ABOUT THIS TASK >> Select the lines below containing the word "street".
*** MATERIAL TO PROCESS ***
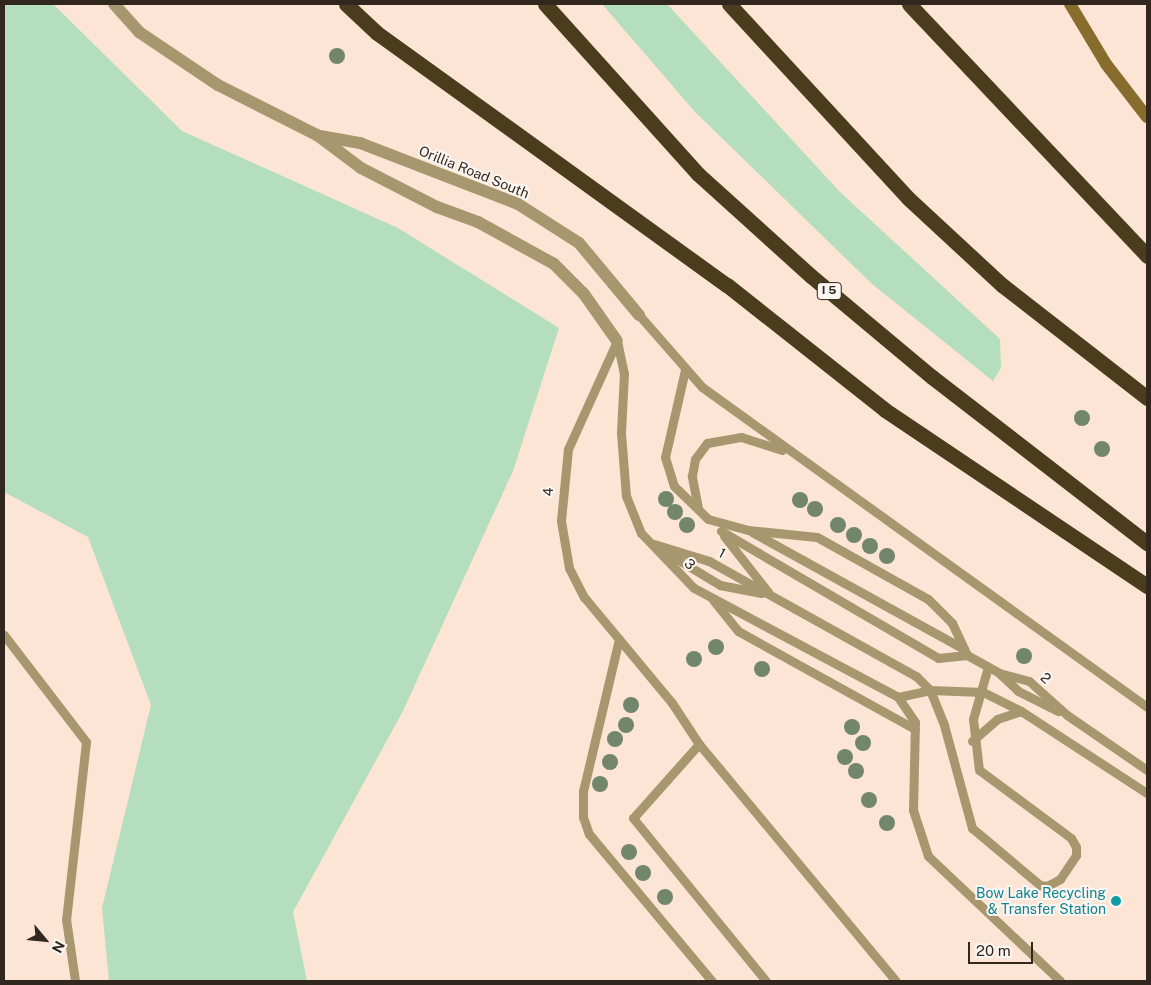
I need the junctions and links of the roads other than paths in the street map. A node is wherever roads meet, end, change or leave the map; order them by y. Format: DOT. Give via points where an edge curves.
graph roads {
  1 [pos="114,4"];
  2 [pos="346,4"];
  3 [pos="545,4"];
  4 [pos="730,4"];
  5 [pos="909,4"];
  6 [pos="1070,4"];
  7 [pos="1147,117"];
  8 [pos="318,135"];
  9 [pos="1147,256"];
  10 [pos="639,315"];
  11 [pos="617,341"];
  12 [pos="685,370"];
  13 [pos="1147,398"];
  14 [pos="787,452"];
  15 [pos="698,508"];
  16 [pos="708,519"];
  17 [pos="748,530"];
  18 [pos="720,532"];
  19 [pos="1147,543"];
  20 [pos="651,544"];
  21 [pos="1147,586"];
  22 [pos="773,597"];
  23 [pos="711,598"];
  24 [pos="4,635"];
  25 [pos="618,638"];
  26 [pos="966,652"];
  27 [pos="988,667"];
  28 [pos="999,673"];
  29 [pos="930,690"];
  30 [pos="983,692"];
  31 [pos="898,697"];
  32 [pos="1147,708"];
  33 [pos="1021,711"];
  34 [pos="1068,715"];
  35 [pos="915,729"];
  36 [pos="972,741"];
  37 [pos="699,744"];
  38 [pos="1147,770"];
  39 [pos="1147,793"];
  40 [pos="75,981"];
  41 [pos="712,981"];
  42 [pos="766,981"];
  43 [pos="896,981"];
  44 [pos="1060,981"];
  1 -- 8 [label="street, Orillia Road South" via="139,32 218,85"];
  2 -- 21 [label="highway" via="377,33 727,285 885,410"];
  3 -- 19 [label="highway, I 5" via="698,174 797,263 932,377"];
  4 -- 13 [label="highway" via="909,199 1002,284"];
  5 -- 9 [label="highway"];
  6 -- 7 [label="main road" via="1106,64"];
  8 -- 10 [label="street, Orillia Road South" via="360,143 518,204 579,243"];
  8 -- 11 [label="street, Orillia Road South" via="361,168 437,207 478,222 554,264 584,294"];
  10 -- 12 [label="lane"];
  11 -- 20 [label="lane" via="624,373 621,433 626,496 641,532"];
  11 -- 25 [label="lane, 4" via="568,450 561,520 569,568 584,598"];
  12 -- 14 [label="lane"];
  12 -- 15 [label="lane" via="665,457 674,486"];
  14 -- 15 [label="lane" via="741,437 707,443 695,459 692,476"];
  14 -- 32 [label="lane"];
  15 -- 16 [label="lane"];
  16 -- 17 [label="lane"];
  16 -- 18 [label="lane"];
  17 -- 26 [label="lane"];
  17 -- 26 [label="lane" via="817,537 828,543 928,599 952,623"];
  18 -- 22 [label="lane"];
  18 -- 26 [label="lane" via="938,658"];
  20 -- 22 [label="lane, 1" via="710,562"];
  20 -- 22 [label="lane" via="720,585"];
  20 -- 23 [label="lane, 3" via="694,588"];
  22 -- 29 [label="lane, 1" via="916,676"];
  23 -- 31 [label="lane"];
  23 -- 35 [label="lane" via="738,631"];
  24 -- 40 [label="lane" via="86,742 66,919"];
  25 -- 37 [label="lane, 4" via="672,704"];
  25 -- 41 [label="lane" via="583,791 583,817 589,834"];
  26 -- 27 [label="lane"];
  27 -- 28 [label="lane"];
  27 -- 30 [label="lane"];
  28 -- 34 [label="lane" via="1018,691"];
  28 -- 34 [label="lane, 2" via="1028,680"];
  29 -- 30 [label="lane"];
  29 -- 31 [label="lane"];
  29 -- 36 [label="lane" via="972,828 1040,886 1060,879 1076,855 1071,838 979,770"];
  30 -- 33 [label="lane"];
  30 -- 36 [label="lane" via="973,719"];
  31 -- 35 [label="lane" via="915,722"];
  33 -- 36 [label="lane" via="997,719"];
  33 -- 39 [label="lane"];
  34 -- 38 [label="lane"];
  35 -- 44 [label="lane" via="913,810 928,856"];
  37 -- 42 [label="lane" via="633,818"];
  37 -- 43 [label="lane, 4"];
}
***
REPLY >>
I need the junctions and links of the roads other than paths in the street map. A node is wherever roads meet, end, change or leave the map; order them by y. Format: DOT. Give via points where an edge curves.
  1 -- 8 [label="street, Orillia Road South" via="139,32 218,85"];
  8 -- 10 [label="street, Orillia Road South" via="360,143 518,204 579,243"];
  8 -- 11 [label="street, Orillia Road South" via="361,168 437,207 478,222 554,264 584,294"];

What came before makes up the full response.